Police will visit mosques and work with communities across South Yorkshire this week in a bid to prevent extremism and raise awareness about the radicalisation of young people.
South Yorkshire Police have announced they are getting involved in National Prevent Policing Week, a week of action focused around reducing the risk of terrorism.
The week involves more than 500 police from across the UK taking part in a week of activity to ‘build support in preventing extremism’.
Police will undertake mosque engagement and safeguarding visits in Sheffield, Rotherham, Doncaster and Barnsley where they will offering training to Imams around awareness in the communi
Police will also work with mothers at events across the region and take part in a training event at Rotherham’s integrated youth services.
South Yorkshire Police’s Assistant Chief Constable Ingrid Lee said: “Earlier this year saw the national threat level raised from substantial to severe, which suggests an attack is highly likely.
“This decision was made following events this year across Europe. It has therefore never been more important to deliver a consistent approach to preventing terrorism and safeguarding vulnerable individuals, which is what this Prevent initiative aims to do.
“The new Counter Terrorism and Security Act 2015 highlights the need for Prevent to be embedded into all aspects of policing, including patrol, neighbourhood and safeguarding functions.”
In partnership with local authorities, city centres across the region will be promoting the use of the prevent tragedies website for people who have concerns for their loved ones regarding radicalisation.
National Police Chiefs’ Council Lead for Local Policing, Chief Constable Simon Cole said:
“We can only reduce the threat we face from terrorism and domestic extremism if we all play a part in preventing young people from being radicalised. This is why local communities and families have a vital role to play in helping to prevent tragedies on our doorstep.
“It is reassuring to see that that people are putting their trust in the police and coming to us for advice and support, as well as from their family network”.
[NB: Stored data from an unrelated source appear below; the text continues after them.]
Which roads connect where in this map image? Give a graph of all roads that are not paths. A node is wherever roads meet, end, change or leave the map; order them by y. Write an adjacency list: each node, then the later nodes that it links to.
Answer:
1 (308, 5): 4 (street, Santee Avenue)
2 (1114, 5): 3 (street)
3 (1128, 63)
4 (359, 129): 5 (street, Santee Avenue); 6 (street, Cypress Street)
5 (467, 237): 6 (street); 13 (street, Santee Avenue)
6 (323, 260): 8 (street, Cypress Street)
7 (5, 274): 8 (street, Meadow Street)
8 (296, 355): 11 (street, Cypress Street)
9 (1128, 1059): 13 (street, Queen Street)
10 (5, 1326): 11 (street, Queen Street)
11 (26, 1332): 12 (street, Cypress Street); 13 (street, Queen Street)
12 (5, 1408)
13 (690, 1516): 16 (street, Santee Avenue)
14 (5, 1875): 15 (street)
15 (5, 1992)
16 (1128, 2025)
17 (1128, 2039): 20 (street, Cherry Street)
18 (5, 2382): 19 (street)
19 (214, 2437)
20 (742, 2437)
Detective Superintendent Mick Hunter is the Police Regional Prevent Coordinator for the North East. He said: “On a daily basis, Prevent officers work very hard with all sections of the community to strengthen their resilience to negative influences. This week we are stepping up our engagement activity further, to try and increase public awareness about the risks of radicalisation and what we can do to help.
“We are not looking to criminalise people, but to prevent unnecessary tragedies.
“Working alongside local authorities and partner agencies there is a great deal of support we can offer to individuals and families who are affected by these issues.
“We want to increase their confidence in the authorities and encourage them to come forward if they feel vulnerable, or are concerned about someone they know.
“Everyone has a role to play in defeating terrorism.
“Communities and families are asked to contact their local police for advice and support about anyone they feel may be potentially vulnerable to being drawn into terrorist related activities including travelling abroad to conflict zones.
“Please contact your local police on 101. You can also visit the national Prevent Tragedies website for further advice and guidance www.preventtragedies.co.uk.”
The public can also call the Anti-Terrorist Hotline on 0800 789321.
Anyone with information that could support police in identifying vulnerable individuals has been asked to call 101.